Exercise: Pick out all lines in the listing holding the string "Herreira" and copy them.

Dataset records:
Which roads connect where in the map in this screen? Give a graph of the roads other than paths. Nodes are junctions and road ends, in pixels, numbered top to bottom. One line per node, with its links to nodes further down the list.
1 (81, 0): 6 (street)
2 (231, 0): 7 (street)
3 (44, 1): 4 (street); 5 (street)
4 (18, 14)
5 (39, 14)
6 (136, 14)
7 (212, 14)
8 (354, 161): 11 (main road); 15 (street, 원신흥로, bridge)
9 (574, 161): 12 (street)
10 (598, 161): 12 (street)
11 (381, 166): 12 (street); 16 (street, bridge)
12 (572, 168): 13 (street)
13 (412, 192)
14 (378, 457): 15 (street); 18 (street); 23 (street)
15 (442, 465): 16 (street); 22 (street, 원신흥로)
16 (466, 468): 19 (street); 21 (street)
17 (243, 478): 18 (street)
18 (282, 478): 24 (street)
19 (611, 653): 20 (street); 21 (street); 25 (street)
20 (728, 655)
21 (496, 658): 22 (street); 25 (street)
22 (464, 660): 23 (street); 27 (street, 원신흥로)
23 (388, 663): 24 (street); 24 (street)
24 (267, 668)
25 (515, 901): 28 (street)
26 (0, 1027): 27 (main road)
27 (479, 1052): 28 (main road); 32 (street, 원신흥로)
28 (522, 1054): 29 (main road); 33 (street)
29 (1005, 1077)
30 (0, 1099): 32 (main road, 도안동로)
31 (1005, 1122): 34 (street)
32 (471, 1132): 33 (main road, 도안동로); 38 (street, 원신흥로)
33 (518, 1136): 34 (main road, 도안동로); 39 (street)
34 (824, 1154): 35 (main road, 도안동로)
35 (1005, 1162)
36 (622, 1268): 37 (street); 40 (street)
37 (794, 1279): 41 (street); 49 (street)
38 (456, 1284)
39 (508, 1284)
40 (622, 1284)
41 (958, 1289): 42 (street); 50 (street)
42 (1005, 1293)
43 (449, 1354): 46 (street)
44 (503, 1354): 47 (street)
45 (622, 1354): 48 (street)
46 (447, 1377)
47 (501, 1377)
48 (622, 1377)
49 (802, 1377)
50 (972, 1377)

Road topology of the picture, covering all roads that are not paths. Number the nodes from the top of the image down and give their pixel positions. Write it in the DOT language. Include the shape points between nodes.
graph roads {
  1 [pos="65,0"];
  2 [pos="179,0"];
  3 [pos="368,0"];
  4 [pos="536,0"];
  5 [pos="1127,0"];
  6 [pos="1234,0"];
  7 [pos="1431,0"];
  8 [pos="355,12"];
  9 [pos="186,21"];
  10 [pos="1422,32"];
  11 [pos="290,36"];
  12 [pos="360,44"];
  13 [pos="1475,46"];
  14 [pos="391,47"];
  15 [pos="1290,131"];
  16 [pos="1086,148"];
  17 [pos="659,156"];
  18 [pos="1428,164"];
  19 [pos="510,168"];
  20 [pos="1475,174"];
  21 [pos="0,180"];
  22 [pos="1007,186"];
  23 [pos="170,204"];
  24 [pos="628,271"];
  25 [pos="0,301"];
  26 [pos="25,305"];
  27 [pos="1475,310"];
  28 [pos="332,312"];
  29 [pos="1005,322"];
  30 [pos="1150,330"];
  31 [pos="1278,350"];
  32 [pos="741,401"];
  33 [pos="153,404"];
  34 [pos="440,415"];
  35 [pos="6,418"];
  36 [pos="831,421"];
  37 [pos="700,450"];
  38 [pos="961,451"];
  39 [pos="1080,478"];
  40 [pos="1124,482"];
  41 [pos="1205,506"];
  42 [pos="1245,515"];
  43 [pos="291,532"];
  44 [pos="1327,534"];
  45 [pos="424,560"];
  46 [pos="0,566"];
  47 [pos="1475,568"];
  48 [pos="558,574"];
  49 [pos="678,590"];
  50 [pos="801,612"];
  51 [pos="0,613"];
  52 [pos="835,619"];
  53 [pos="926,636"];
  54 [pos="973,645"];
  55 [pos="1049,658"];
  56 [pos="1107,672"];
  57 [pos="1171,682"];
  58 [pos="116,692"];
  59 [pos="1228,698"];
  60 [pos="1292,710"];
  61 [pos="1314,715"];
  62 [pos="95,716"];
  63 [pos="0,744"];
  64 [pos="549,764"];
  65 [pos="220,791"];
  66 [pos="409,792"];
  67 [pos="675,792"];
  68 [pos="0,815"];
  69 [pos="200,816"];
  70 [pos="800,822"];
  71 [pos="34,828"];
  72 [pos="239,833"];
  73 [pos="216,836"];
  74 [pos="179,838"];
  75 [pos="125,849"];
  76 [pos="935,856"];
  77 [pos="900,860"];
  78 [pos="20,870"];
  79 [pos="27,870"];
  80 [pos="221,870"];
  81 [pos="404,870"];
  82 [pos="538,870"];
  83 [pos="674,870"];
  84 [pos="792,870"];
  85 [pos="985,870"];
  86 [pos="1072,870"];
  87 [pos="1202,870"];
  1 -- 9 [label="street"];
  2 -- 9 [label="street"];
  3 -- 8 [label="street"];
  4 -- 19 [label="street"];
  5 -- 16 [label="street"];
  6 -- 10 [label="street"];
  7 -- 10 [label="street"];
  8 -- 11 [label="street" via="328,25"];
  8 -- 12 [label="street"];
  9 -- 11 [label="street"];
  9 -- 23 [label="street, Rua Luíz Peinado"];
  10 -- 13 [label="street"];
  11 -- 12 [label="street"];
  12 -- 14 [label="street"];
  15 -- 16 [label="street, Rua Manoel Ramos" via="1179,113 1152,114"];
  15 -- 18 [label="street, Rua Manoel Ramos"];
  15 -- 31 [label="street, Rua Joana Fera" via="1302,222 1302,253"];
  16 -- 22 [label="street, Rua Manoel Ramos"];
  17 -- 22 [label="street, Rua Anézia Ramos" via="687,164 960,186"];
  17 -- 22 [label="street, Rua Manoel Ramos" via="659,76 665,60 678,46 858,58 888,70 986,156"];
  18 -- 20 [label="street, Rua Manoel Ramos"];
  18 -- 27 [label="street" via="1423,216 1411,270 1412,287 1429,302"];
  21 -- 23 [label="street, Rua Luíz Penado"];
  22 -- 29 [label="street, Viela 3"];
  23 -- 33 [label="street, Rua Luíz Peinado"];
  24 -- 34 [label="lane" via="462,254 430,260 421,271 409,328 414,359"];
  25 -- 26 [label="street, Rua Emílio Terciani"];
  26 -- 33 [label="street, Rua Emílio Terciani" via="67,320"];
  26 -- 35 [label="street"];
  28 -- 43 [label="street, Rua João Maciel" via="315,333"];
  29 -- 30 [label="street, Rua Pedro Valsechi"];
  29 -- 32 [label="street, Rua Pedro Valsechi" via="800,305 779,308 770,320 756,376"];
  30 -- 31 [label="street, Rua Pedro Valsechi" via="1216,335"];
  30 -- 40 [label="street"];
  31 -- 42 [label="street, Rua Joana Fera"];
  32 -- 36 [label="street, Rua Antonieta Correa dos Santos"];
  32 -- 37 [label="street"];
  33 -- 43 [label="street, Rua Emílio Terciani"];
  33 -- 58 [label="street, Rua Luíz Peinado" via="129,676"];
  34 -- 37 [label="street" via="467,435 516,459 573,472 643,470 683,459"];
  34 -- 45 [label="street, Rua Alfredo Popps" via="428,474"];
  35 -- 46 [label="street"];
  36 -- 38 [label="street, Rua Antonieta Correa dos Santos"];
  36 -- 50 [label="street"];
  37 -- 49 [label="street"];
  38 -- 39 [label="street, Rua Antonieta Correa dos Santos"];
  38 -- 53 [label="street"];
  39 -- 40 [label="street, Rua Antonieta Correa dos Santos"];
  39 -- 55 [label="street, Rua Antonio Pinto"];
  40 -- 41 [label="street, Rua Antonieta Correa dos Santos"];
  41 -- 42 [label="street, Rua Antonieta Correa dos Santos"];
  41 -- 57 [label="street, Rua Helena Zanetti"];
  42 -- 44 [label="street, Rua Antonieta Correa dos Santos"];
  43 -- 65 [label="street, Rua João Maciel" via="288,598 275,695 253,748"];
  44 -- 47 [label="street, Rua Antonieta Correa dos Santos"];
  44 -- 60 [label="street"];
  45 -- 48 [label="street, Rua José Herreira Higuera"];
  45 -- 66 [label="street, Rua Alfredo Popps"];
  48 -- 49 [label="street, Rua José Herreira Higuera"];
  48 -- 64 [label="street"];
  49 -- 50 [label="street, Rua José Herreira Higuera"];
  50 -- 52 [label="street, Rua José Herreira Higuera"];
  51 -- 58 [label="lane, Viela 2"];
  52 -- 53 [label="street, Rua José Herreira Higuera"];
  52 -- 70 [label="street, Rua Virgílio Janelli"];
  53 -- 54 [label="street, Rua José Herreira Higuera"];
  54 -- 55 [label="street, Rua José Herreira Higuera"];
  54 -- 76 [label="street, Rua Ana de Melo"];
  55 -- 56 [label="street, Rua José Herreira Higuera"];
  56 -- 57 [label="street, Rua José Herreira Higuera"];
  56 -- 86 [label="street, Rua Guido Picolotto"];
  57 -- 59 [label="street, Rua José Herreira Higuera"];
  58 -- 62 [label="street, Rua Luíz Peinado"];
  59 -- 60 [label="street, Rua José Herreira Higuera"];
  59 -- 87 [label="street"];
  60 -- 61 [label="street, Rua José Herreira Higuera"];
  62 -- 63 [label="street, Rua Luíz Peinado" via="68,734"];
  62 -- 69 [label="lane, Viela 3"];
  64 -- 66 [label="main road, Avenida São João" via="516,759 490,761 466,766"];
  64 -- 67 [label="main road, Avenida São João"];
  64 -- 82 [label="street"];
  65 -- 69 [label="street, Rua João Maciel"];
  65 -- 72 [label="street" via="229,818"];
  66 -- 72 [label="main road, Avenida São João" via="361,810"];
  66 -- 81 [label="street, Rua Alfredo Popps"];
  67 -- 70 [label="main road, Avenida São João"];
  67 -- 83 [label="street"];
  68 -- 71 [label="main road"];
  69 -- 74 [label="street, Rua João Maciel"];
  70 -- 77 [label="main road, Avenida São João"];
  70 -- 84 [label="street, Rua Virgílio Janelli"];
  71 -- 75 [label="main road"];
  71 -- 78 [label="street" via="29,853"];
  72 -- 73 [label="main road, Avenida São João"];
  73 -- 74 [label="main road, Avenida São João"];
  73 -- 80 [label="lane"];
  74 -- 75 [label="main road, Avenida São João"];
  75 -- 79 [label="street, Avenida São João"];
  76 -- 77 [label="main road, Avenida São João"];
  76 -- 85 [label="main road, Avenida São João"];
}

Answer section:
  45 -- 48 [label="street, Rua José Herreira Higuera"];
  48 -- 49 [label="street, Rua José Herreira Higuera"];
  49 -- 50 [label="street, Rua José Herreira Higuera"];
  50 -- 52 [label="street, Rua José Herreira Higuera"];
  52 -- 53 [label="street, Rua José Herreira Higuera"];
  53 -- 54 [label="street, Rua José Herreira Higuera"];
  54 -- 55 [label="street, Rua José Herreira Higuera"];
  55 -- 56 [label="street, Rua José Herreira Higuera"];
  56 -- 57 [label="street, Rua José Herreira Higuera"];
  57 -- 59 [label="street, Rua José Herreira Higuera"];
  59 -- 60 [label="street, Rua José Herreira Higuera"];
  60 -- 61 [label="street, Rua José Herreira Higuera"];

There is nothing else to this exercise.